Purpose: Defines the row-level and document-level Pydantic models that act as the typed contract for every value written to a delivery CSV.

Public classes:

  • DeliveryRow (schemas.py:109) — frozen Pydantic model for a single CSV row. extra="forbid" is load-bearing: if a cfg.reference_data spec produces an f"{spec.name}_in_season" column whose name does not match any declared field, Pydantic raises ValidationError immediately rather than silently discarding the benchmark column.

  • HindcastDelivery (schemas.py:227) — frozen container holding rows: list[DeliveryRow] plus generated_date: str. Validates structural integrity across all rows.

Public function:

  • build_delivery_column_order(ci_columns) (schemas.py:58) — returns a tuple[str, ...] giving the canonical CSV column sequence: _DELIVERY_PREFIX + CI columns + _DELIVERY_SUFFIX. Defaults to the full CI superset (50 / 68 / 80 / 90 / 95 percentiles). Called by run_deliver.py when writing the final CSV.

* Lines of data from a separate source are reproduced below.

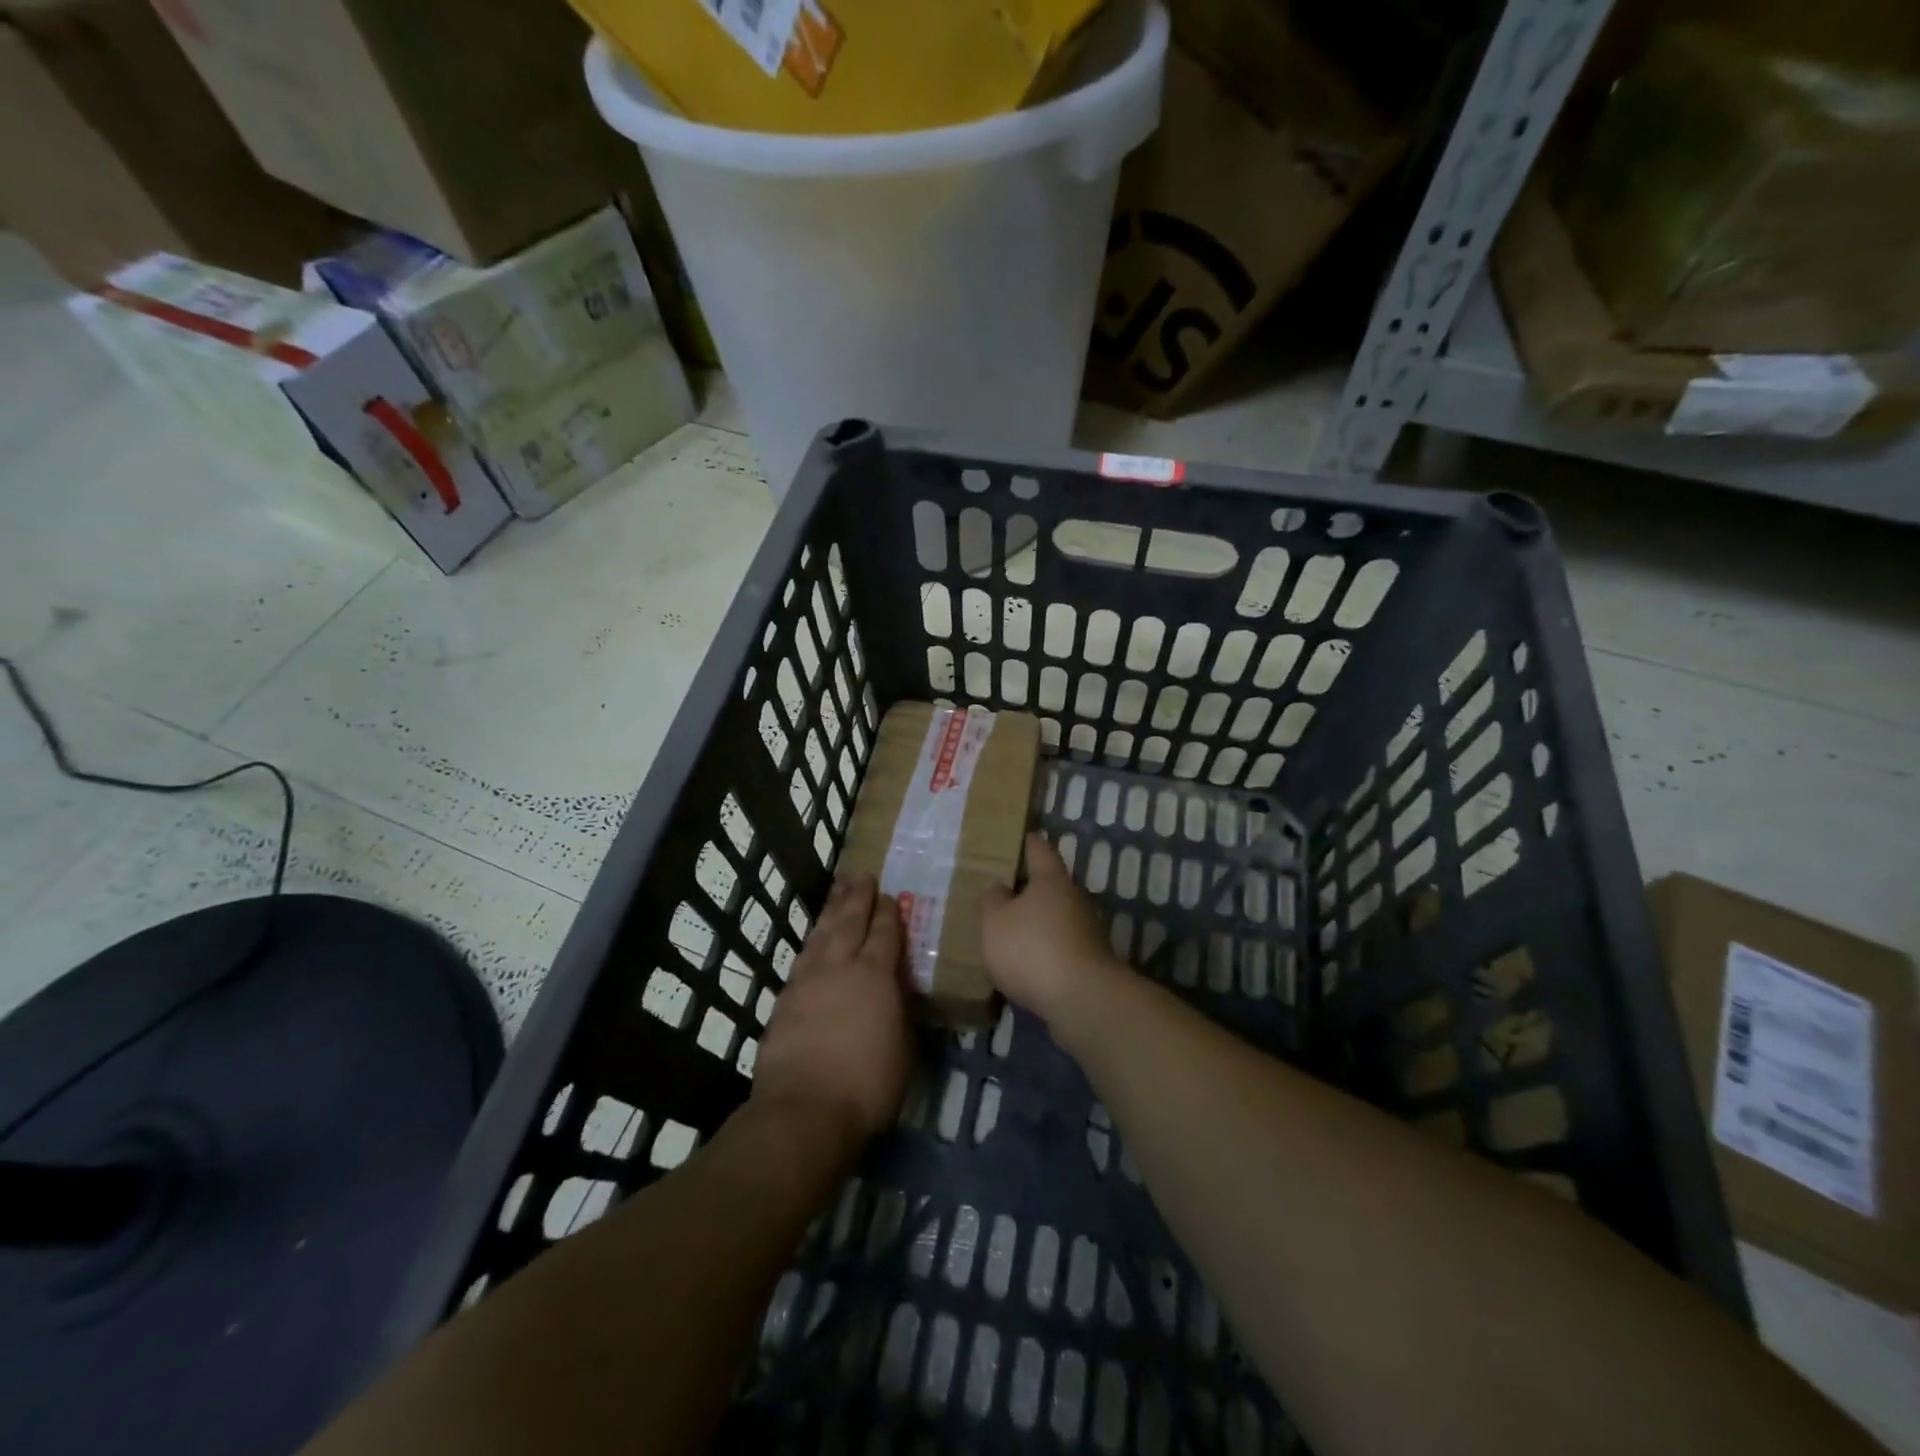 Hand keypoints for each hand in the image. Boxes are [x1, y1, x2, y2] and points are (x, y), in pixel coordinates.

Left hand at [751, 873, 912, 1151]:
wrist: (803, 1110)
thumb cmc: (866, 1085)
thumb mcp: (903, 1049)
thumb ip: (899, 1012)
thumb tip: (896, 995)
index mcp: (875, 976)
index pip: (884, 933)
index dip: (888, 912)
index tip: (890, 895)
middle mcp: (840, 967)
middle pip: (849, 921)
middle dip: (857, 897)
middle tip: (860, 875)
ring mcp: (808, 980)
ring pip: (822, 933)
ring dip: (831, 910)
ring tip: (838, 891)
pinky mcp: (785, 998)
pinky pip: (802, 956)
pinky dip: (811, 940)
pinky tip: (813, 938)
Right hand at [979, 834, 1124, 1028]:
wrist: (1083, 1000)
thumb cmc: (1032, 949)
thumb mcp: (995, 922)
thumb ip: (992, 900)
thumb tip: (1000, 888)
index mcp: (1051, 880)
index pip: (1039, 850)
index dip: (1028, 842)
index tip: (1019, 836)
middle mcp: (1074, 899)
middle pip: (1049, 885)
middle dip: (1028, 889)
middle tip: (1002, 893)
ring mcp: (1086, 931)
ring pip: (1056, 918)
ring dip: (1037, 923)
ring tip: (1010, 933)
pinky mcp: (1089, 962)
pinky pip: (1061, 947)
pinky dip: (1045, 951)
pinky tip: (1027, 965) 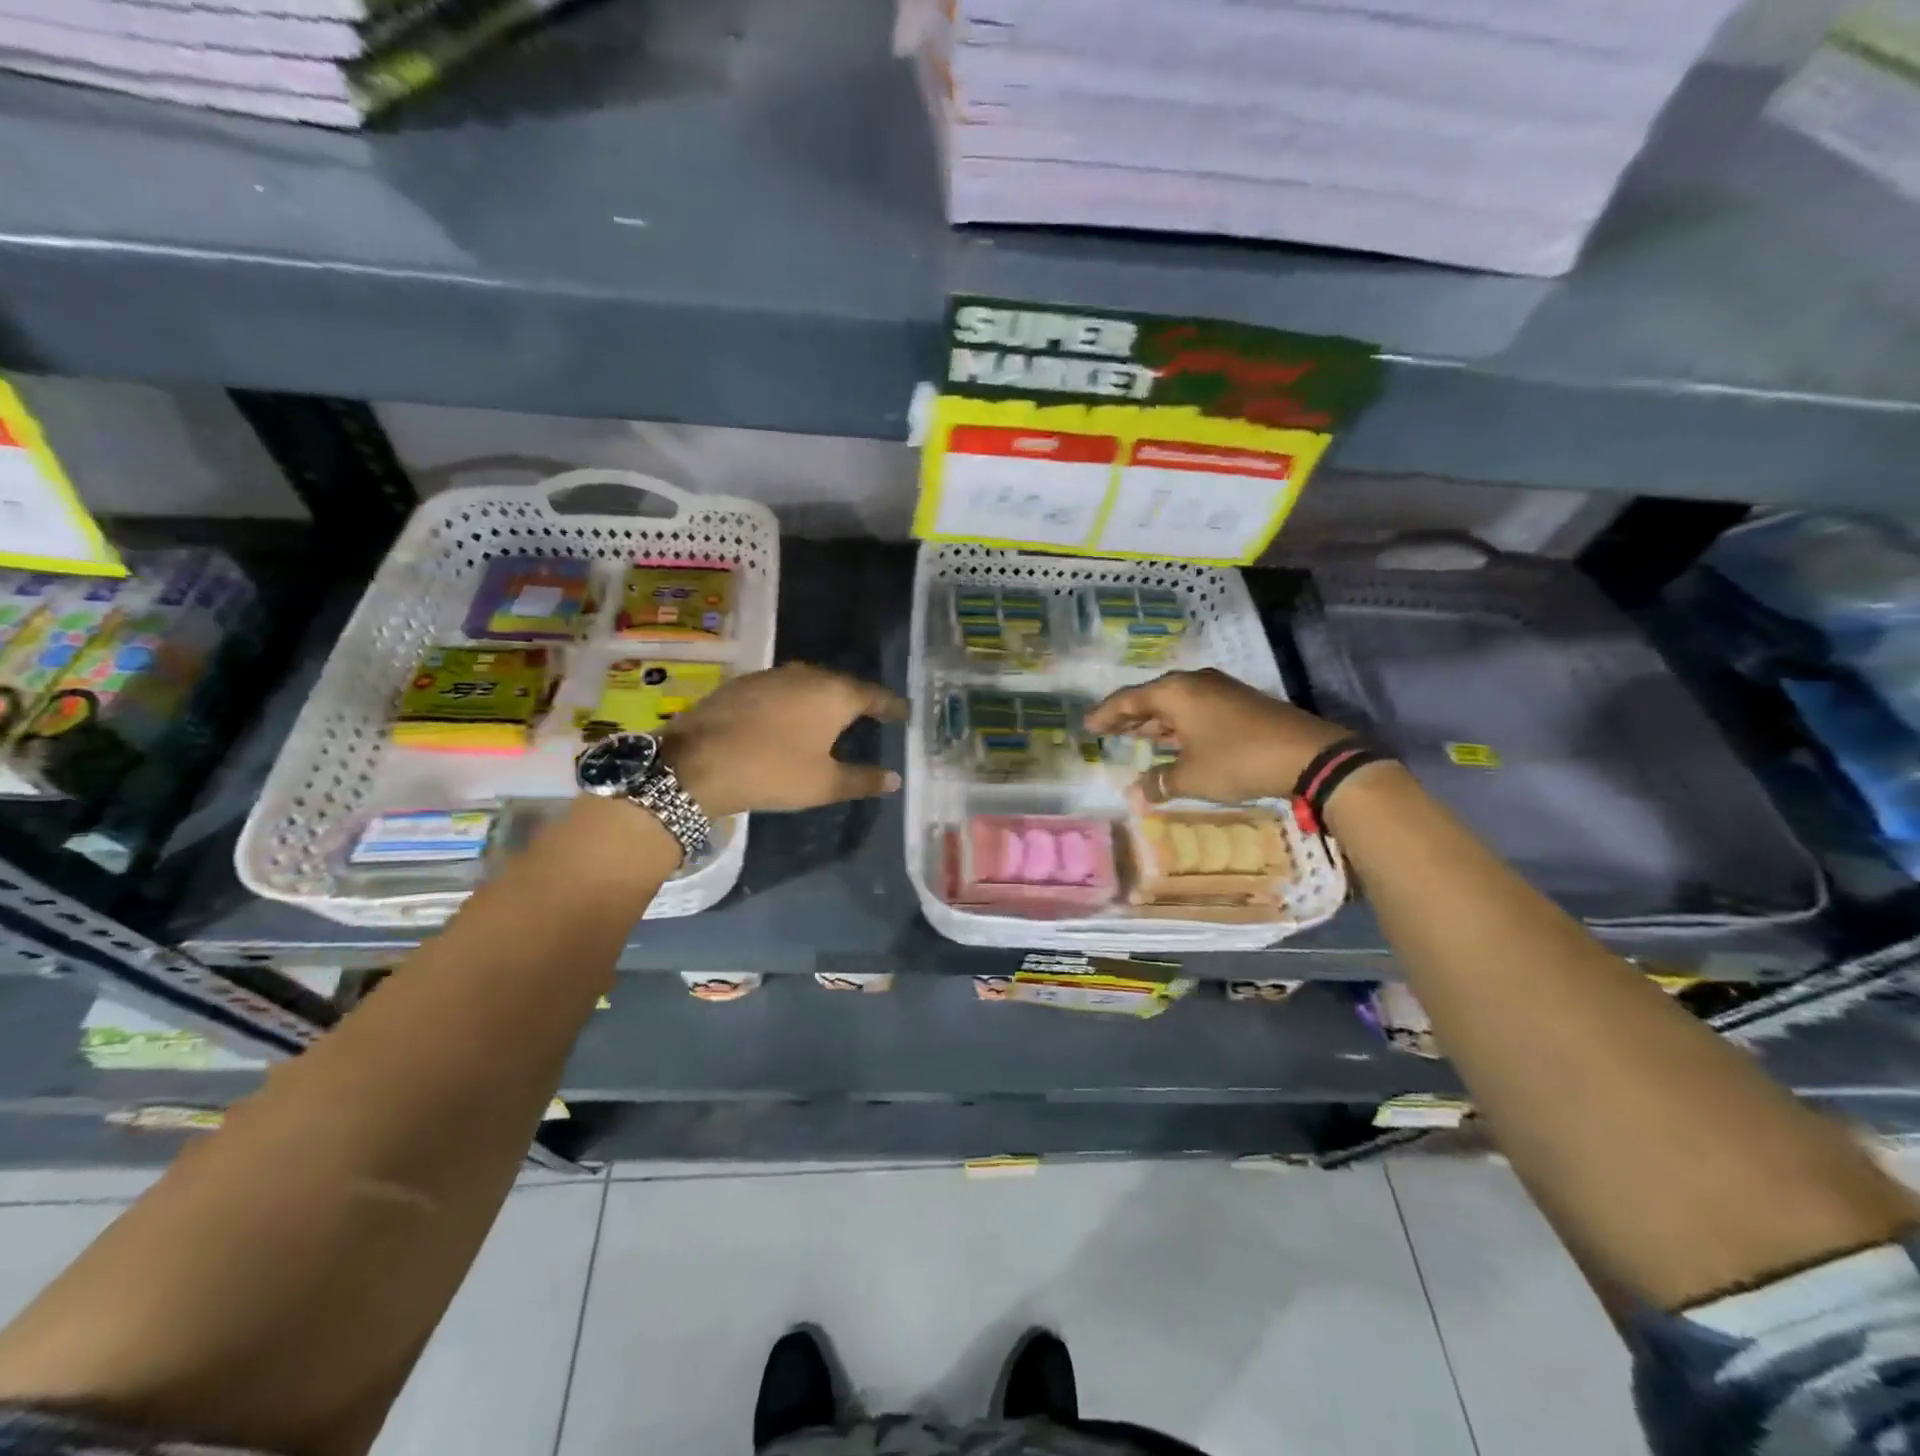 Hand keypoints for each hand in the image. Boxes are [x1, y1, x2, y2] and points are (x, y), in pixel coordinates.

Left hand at [658, 663, 906, 817]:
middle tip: (870, 716)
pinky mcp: (742, 684)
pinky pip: (781, 689)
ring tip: (831, 717)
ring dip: (822, 699)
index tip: (904, 714)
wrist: (696, 763)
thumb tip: (895, 779)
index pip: (874, 695)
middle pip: (841, 684)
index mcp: (834, 694)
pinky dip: (793, 702)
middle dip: (857, 700)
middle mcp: (806, 675)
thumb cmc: (772, 771)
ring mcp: (771, 676)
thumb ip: (863, 779)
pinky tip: (788, 719)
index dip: (891, 706)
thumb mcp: (824, 784)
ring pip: (808, 683)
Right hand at [1085, 668, 1350, 804]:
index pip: (1127, 700)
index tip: (1087, 726)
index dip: (1105, 715)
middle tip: (1106, 731)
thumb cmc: (1236, 760)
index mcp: (1173, 692)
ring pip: (1174, 704)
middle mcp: (1193, 683)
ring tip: (1135, 737)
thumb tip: (1136, 793)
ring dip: (1154, 722)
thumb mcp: (1191, 777)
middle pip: (1150, 698)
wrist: (1306, 754)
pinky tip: (1174, 741)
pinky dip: (1177, 725)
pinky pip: (1194, 709)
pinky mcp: (1238, 702)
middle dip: (1128, 717)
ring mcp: (1218, 690)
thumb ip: (1159, 782)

DeliveryRow field inventory:

Field Type Notes
commodity str upper-cased commodity name
year int harvest season year
init_date str ISO-8601 date string (YYYY-MM-DD)
geo_identifier str default "adm0:usa"
variable str default "yield_bu_acre"
model str default "commodity_hindcast"
mean float area-weighted predicted yield in delivery units
weather_correction_bu_ac float detrended yield signal (always in bu/ac; not converted by export)
nass_actual float \| None area-weighted observed NASS yield from predicted counties
nass_actual_area_weighted_all float \| None full-universe NASS survey yield (ADM0 only)
nass_actual_prod_div_area_all float \| None full-universe production ÷ area (ADM0 only)
wasde_in_season float \| None as-of-init_date WASDE estimate
conab_final_in_season float \| None as-of-init_date CONAB final estimate
conab_lev_in_season float \| None as-of-init_date CONAB levantamento estimate
lower_95upper_95 float \| None conformal CI bands at 50/68/80/90/95 % levels

Validators (non-obvious invariants):

  • _validate_ci_ordering (schemas.py:176) — enforces lower_95 ≤ lower_90 ≤ … ≤ lower_50 ≤ mean ≤ upper_50 ≤ … ≤ upper_95 for every present (non-None) band. Absent bands are skipped, so partial CI subsets still pass. Violation raises ValueError at row construction time — the CI band ordering invariant cannot be violated silently.

  • _validate_init_date_year (schemas.py:197) — requires init_date calendar year to lie within [year - LONG_RANGE_HORIZON_YEARS, year + 1] where LONG_RANGE_HORIZON_YEARS = 10 (schemas.py:106). A forecast issued one calendar year after the season it predicts is rejected; forecasts up to 10 years ahead (long-range stubs) are accepted.

  • _validate_no_duplicate_keys (schemas.py:248) — rejects any HindcastDelivery with repeated (year, init_date, geo_identifier) tuples.

  • _validate_fold_consistency (schemas.py:260) — asserts all (year, geo_identifier) groups carry the same count of init_date entries; a mismatch indicates a truncated fold.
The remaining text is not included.